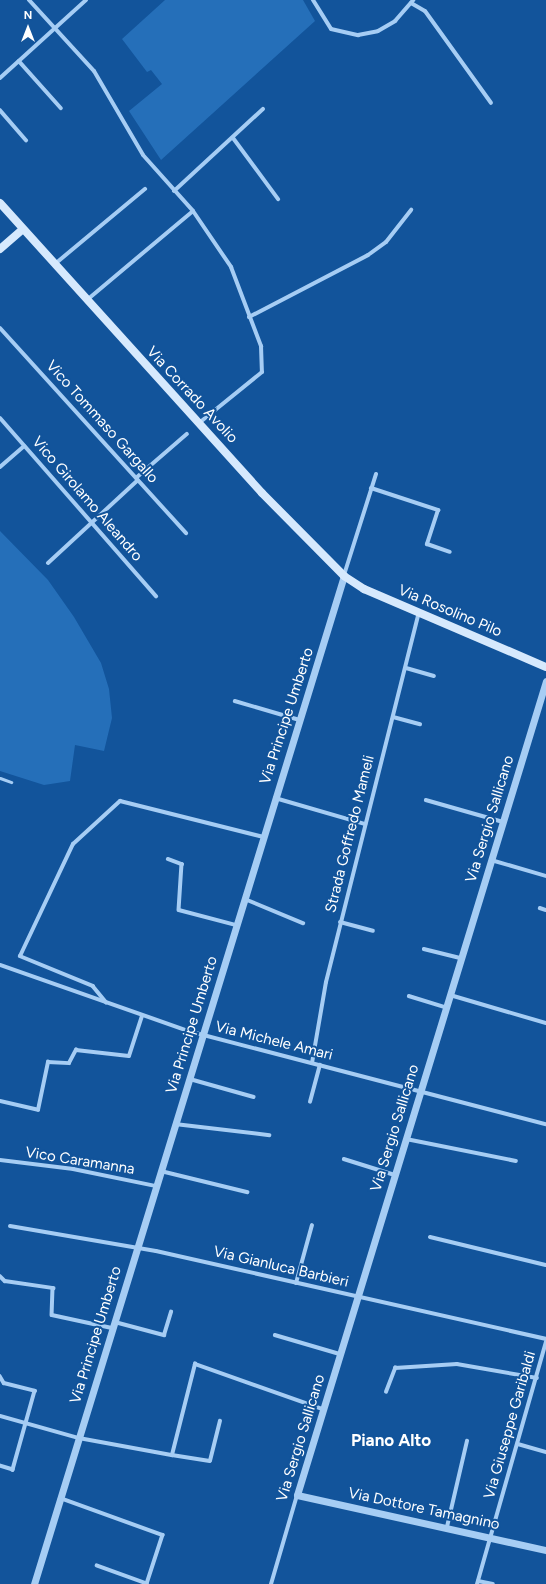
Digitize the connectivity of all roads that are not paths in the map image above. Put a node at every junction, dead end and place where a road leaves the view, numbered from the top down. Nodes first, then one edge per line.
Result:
1 (29, 0) edge
2 (86, 0) edge
3 (313, 0) edge
4 (412, 2) edge
5 (56, 27) junction
6 (19, 61) junction
7 (0, 78) edge
8 (491, 103) dead end
9 (61, 108) dead end
10 (0, 110) edge
11 (263, 110) dead end
12 (232, 138) junction
13 (26, 140) dead end
14 (145, 189) dead end
15 (174, 191) junction
16 (278, 199) dead end
17 (0, 203) edge
18 (411, 210) dead end
19 (193, 211) junction
20 (22, 230) junction
21 (0, 249) edge
22 (54, 264) junction
23 (86, 300) junction
24 (249, 317) junction
25 (0, 328) edge
26 (0, 418) edge
27 (199, 423) junction
28 (187, 434) dead end
29 (24, 446) junction
30 (0, 467) edge
31 (376, 474) dead end
32 (137, 479) junction
33 (371, 488) junction
34 (90, 523) junction
35 (186, 533) dead end
36 (450, 552) dead end
37 (48, 563) dead end
38 (344, 576) junction
39 (156, 596) dead end
40 (420, 614) junction
41 (546, 667) edge
42 (406, 668) junction
43 (434, 676) dead end
44 (546, 681) edge
45 (235, 701) dead end
46 (393, 717) junction
47 (300, 720) junction
48 (420, 724) dead end
49 (0, 778) edge
50 (11, 782) dead end
51 (275, 798) junction
52 (426, 800) dead end
53 (503, 822) junction
54 (365, 824) junction
55 (263, 837) junction
56 (168, 859) dead end
57 (491, 860) junction
58 (546, 876) edge
59 (245, 899) junction
60 (540, 908) dead end
61 (546, 910) edge
62 (340, 922) junction
63 (303, 923) dead end
64 (236, 925) junction
65 (373, 931) dead end
66 (424, 948) dead end
67 (20, 956) joint
68 (461, 958) junction
69 (0, 965) edge
70 (450, 995) junction
71 (408, 996) dead end
72 (108, 1004) junction
73 (446, 1006) junction
74 (142, 1016) junction
75 (546, 1023) edge
76 (203, 1035) junction
77 (312, 1063) junction
78 (320, 1065) junction
79 (190, 1079) junction
80 (421, 1091) junction
81 (254, 1097) dead end
82 (0, 1101) edge
83 (310, 1102) dead end
84 (38, 1110) joint
85 (175, 1124) junction
86 (546, 1124) edge
87 (269, 1135) dead end
88 (406, 1139) junction
89 (344, 1159) dead end
90 (0, 1160) edge
91 (516, 1161) dead end
92 (161, 1170) junction
93 (395, 1175) junction
94 (156, 1186) junction
95 (247, 1192) dead end
96 (312, 1225) dead end
97 (10, 1226) dead end
98 (430, 1237) dead end
99 (137, 1247) junction
100 (546, 1266) edge
101 (0, 1276) edge
102 (296, 1283) junction
103 (358, 1297) junction
104 (171, 1312) dead end
105 (113, 1325) junction
106 (275, 1335) dead end
107 (546, 1341) edge
108 (340, 1354) junction
109 (0, 1376) edge
110 (537, 1378) junction
111 (386, 1392) dead end
112 (323, 1410) junction
113 (0, 1416) edge
114 (220, 1421) dead end
115 (25, 1423) junction
116 (79, 1438) junction
117 (467, 1441) dead end
118 (518, 1444) junction
119 (546, 1452) edge
120 (172, 1455) junction
121 (0, 1466) edge
122 (297, 1495) junction
123 (60, 1498) junction
124 (447, 1527) junction
125 (491, 1537) junction
126 (546, 1550) edge
127 (97, 1566) dead end
128 (478, 1582) edge
129 (34, 1584) edge
130 (271, 1584) edge
131 (493, 1584) edge

1 - 5 street
2 - 5 street
3 - 4 street
4 - 8 street
5 - 6 street
5 - 15 street
6 - 7 street
6 - 9 street
10 - 13 street
11 - 12 street
12 - 15 street
12 - 16 street
14 - 22 street
15 - 19 street
17 - 20 main road, Via Corrado Avolio
18 - 24 street
19 - 23 street
19 - 24 street
20 - 21 main road
20 - 22 main road, Via Corrado Avolio
22 - 23 main road, Via Corrado Avolio
23 - 27 main road, Via Corrado Avolio
24 - 27 street
25 - 32 street, Vico Tommaso Gargallo
26 - 29 street, Vico Girolamo Aleandro
27 - 38 main road, Via Corrado Avolio
28 - 32 street
29 - 30 street
29 - 34 street, Vico Girolamo Aleandro
31 - 33 street, Via Principe Umberto
32 - 34 street
32 - 35 street, Vico Tommaso Gargallo
33 - 36 street
33 - 38 street, Via Principe Umberto
34 - 37 street
34 - 39 street, Vico Girolamo Aleandro
38 - 40 main road, Via Rosolino Pilo
38 - 47 street, Via Principe Umberto
40 - 41 main road, Via Rosolino Pilo
40 - 42 street, Strada Goffredo Mameli
42 - 43 street
42 - 46 street, Strada Goffredo Mameli
44 - 53 street, Via Sergio Sallicano
45 - 47 street
46 - 48 street
46 - 54 street, Strada Goffredo Mameli
47 - 51 street, Via Principe Umberto
49 - 50 lane
51 - 54 street
51 - 55 street, Via Principe Umberto
52 - 53 street
53 - 57 street, Via Sergio Sallicano
54 - 62 street, Strada Goffredo Mameli
55 - 59 street, Via Principe Umberto
55 - 67 street
56 - 64 street
57 - 58 street
57 - 68 street, Via Sergio Sallicano
59 - 63 street
59 - 64 street, Via Principe Umberto
60 - 61 street
62 - 65 street
62 - 77 street, Strada Goffredo Mameli
64 - 76 street, Via Principe Umberto
66 - 68 street
67 - 72 street
68 - 70 street, Via Sergio Sallicano
69 - 72 street, Via Michele Amari
70 - 73 street, Via Sergio Sallicano
70 - 75 street
71 - 73 street
72 - 74 street, Via Michele Amari
73 - 80 street, Via Sergio Sallicano
74 - 76 street, Via Michele Amari
74 - 84 street
76 - 77 street, Via Michele Amari
76 - 79 street, Via Principe Umberto
77 - 78 street, Via Michele Amari
78 - 80 street, Via Michele Amari
78 - 83 street
79 - 81 street
79 - 85 street, Via Principe Umberto
80 - 86 street, Via Michele Amari
80 - 88 street, Via Sergio Sallicano
82 - 84 street
85 - 87 street
85 - 92 street, Via Principe Umberto
88 - 91 street
88 - 93 street, Via Sergio Sallicano
89 - 93 street
90 - 94 street, Vico Caramanna
92 - 94 street, Via Principe Umberto
92 - 95 street
93 - 103 street, Via Sergio Sallicano
94 - 99 street, Via Principe Umberto
96 - 102 street
97 - 99 street, Via Gianluca Barbieri
98 - 100 street
99 - 102 street, Via Gianluca Barbieri
99 - 105 street, Via Principe Umberto
101 - 105 street
102 - 103 street, Via Gianluca Barbieri
103 - 107 street, Via Gianluca Barbieri
103 - 108 street, Via Sergio Sallicano
104 - 105 street
105 - 116 street, Via Principe Umberto
106 - 108 street
107 - 110 street, Via Giuseppe Garibaldi
108 - 112 street, Via Sergio Sallicano
109 - 115 street
110 - 111 street
110 - 118 street, Via Giuseppe Garibaldi
112 - 120 street
112 - 122 street, Via Sergio Sallicano
113 - 115 street
114 - 120 street
115 - 116 street
115 - 121 street
116 - 120 street
116 - 123 street, Via Principe Umberto
117 - 124 street
118 - 119 street
118 - 125 street, Via Giuseppe Garibaldi
122 - 124 street, Via Dottore Tamagnino
122 - 130 street, Via Sergio Sallicano
123 - 127 street
123 - 129 street, Via Principe Umberto
124 - 125 street, Via Dottore Tamagnino
125 - 126 street, Via Dottore Tamagnino
125 - 128 street, Via Giuseppe Garibaldi
128 - 131 street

Exercise ▸ Every entry must be written out exactly, with all pictures left out.

The completed task ▸
Digitize the connectivity of all roads that are not paths in the map image above. Put a node at every junction, dead end and place where a road leaves the view, numbered from the top down. Nodes first, then one edge per line.
Result:
1 (29, 0) edge
2 (86, 0) edge
3 (313, 0) edge
4 (412, 2) edge
5 (56, 27) junction
6 (19, 61) junction
7 (0, 78) edge
8 (491, 103) dead end
9 (61, 108) dead end
10 (0, 110) edge
11 (263, 110) dead end
12 (232, 138) junction
13 (26, 140) dead end
14 (145, 189) dead end
15 (174, 191) junction
16 (278, 199) dead end
17 (0, 203) edge
18 (411, 210) dead end
19 (193, 211) junction
20 (22, 230) junction
21 (0, 249) edge
22 (54, 264) junction
23 (86, 300) junction
24 (249, 317) junction
25 (0, 328) edge
26 (0, 418) edge
27 (199, 423) junction
28 (187, 434) dead end
29 (24, 446) junction
30 (0, 467) edge
31 (376, 474) dead end
32 (137, 479) junction
33 (371, 488) junction
34 (90, 523) junction
35 (186, 533) dead end
36 (450, 552) dead end
37 (48, 563) dead end
38 (344, 576) junction
39 (156, 596) dead end
40 (420, 614) junction
41 (546, 667) edge
42 (406, 668) junction
43 (434, 676) dead end
44 (546, 681) edge
45 (235, 701) dead end
46 (393, 717) junction
47 (300, 720) junction
48 (420, 724) dead end
49 (0, 778) edge
50 (11, 782) dead end
51 (275, 798) junction
52 (426, 800) dead end
53 (503, 822) junction
54 (365, 824) junction
55 (263, 837) junction
56 (168, 859) dead end
57 (491, 860) junction
58 (546, 876) edge
59 (245, 899) junction
60 (540, 908) dead end
61 (546, 910) edge
62 (340, 922) junction
63 (303, 923) dead end
64 (236, 925) junction
65 (373, 931) dead end
66 (424, 948) dead end
67 (20, 956) joint
68 (461, 958) junction
69 (0, 965) edge
70 (450, 995) junction
71 (408, 996) dead end
72 (108, 1004) junction
73 (446, 1006) junction
74 (142, 1016) junction
75 (546, 1023) edge
76 (203, 1035) junction
77 (312, 1063) junction
78 (320, 1065) junction
79 (190, 1079) junction
80 (421, 1091) junction
81 (254, 1097) dead end
82 (0, 1101) edge
83 (310, 1102) dead end
84 (38, 1110) joint
85 (175, 1124) junction
86 (546, 1124) edge
87 (269, 1135) dead end
88 (406, 1139) junction
89 (344, 1159) dead end
90 (0, 1160) edge
91 (516, 1161) dead end
92 (161, 1170) junction
93 (395, 1175) junction
94 (156, 1186) junction
95 (247, 1192) dead end
96 (312, 1225) dead end
97 (10, 1226) dead end
98 (430, 1237) dead end
99 (137, 1247) junction
100 (546, 1266) edge
101 (0, 1276) edge
102 (296, 1283) junction
103 (358, 1297) junction
104 (171, 1312) dead end
105 (113, 1325) junction
106 (275, 1335) dead end
107 (546, 1341) edge
108 (340, 1354) junction
109 (0, 1376) edge
110 (537, 1378) junction
111 (386, 1392) dead end
112 (323, 1410) junction
113 (0, 1416) edge
114 (220, 1421) dead end
115 (25, 1423) junction
116 (79, 1438) junction
117 (467, 1441) dead end
118 (518, 1444) junction
119 (546, 1452) edge
120 (172, 1455) junction
121 (0, 1466) edge
122 (297, 1495) junction
123 (60, 1498) junction
124 (447, 1527) junction
125 (491, 1537) junction
126 (546, 1550) edge
127 (97, 1566) dead end
128 (478, 1582) edge
129 (34, 1584) edge
130 (271, 1584) edge
131 (493, 1584) edge

1 - 5 street
2 - 5 street
3 - 4 street
4 - 8 street
5 - 6 street
5 - 15 street
6 - 7 street
6 - 9 street
10 - 13 street
11 - 12 street
12 - 15 street
12 - 16 street
14 - 22 street
15 - 19 street
17 - 20 main road, Via Corrado Avolio
18 - 24 street
19 - 23 street
19 - 24 street
20 - 21 main road
20 - 22 main road, Via Corrado Avolio
22 - 23 main road, Via Corrado Avolio
23 - 27 main road, Via Corrado Avolio
24 - 27 street
25 - 32 street, Vico Tommaso Gargallo
26 - 29 street, Vico Girolamo Aleandro
27 - 38 main road, Via Corrado Avolio
28 - 32 street
29 - 30 street
29 - 34 street, Vico Girolamo Aleandro
31 - 33 street, Via Principe Umberto
32 - 34 street
32 - 35 street, Vico Tommaso Gargallo
33 - 36 street
33 - 38 street, Via Principe Umberto
34 - 37 street
34 - 39 street, Vico Girolamo Aleandro
38 - 40 main road, Via Rosolino Pilo
38 - 47 street, Via Principe Umberto
40 - 41 main road, Via Rosolino Pilo
40 - 42 street, Strada Goffredo Mameli
42 - 43 street
42 - 46 street, Strada Goffredo Mameli
44 - 53 street, Via Sergio Sallicano
45 - 47 street
46 - 48 street
46 - 54 street, Strada Goffredo Mameli
47 - 51 street, Via Principe Umberto
49 - 50 lane
51 - 54 street
51 - 55 street, Via Principe Umberto
52 - 53 street
53 - 57 street, Via Sergio Sallicano
54 - 62 street, Strada Goffredo Mameli
55 - 59 street, Via Principe Umberto
55 - 67 street
56 - 64 street
57 - 58 street
57 - 68 street, Via Sergio Sallicano
59 - 63 street
59 - 64 street, Via Principe Umberto
60 - 61 street
62 - 65 street
62 - 77 street, Strada Goffredo Mameli
64 - 76 street, Via Principe Umberto
66 - 68 street
67 - 72 street
68 - 70 street, Via Sergio Sallicano
69 - 72 street, Via Michele Amari
70 - 73 street, Via Sergio Sallicano
70 - 75 street
71 - 73 street
72 - 74 street, Via Michele Amari
73 - 80 street, Via Sergio Sallicano
74 - 76 street, Via Michele Amari
74 - 84 street
76 - 77 street, Via Michele Amari
76 - 79 street, Via Principe Umberto
77 - 78 street, Via Michele Amari
78 - 80 street, Via Michele Amari
78 - 83 street
79 - 81 street
79 - 85 street, Via Principe Umberto
80 - 86 street, Via Michele Amari
80 - 88 street, Via Sergio Sallicano
82 - 84 street
85 - 87 street
85 - 92 street, Via Principe Umberto
88 - 91 street
88 - 93 street, Via Sergio Sallicano
89 - 93 street
90 - 94 street, Vico Caramanna
92 - 94 street, Via Principe Umberto
92 - 95 street
93 - 103 street, Via Sergio Sallicano
94 - 99 street, Via Principe Umberto
96 - 102 street
97 - 99 street, Via Gianluca Barbieri
98 - 100 street
99 - 102 street, Via Gianluca Barbieri
99 - 105 street, Via Principe Umberto
101 - 105 street
102 - 103 street, Via Gianluca Barbieri
103 - 107 street, Via Gianluca Barbieri
103 - 108 street, Via Sergio Sallicano
104 - 105 street
105 - 116 street, Via Principe Umberto
106 - 108 street
107 - 110 street, Via Giuseppe Garibaldi
108 - 112 street, Via Sergio Sallicano
109 - 115 street
110 - 111 street
110 - 118 street, Via Giuseppe Garibaldi
112 - 120 street
112 - 122 street, Via Sergio Sallicano
113 - 115 street
114 - 120 street
115 - 116 street
115 - 121 street
116 - 120 street
116 - 123 street, Via Principe Umberto
117 - 124 street
118 - 119 street
118 - 125 street, Via Giuseppe Garibaldi
122 - 124 street, Via Dottore Tamagnino
122 - 130 street, Via Sergio Sallicano
123 - 127 street
123 - 129 street, Via Principe Umberto
124 - 125 street, Via Dottore Tamagnino
125 - 126 street, Via Dottore Tamagnino
125 - 128 street, Via Giuseppe Garibaldi
128 - 131 street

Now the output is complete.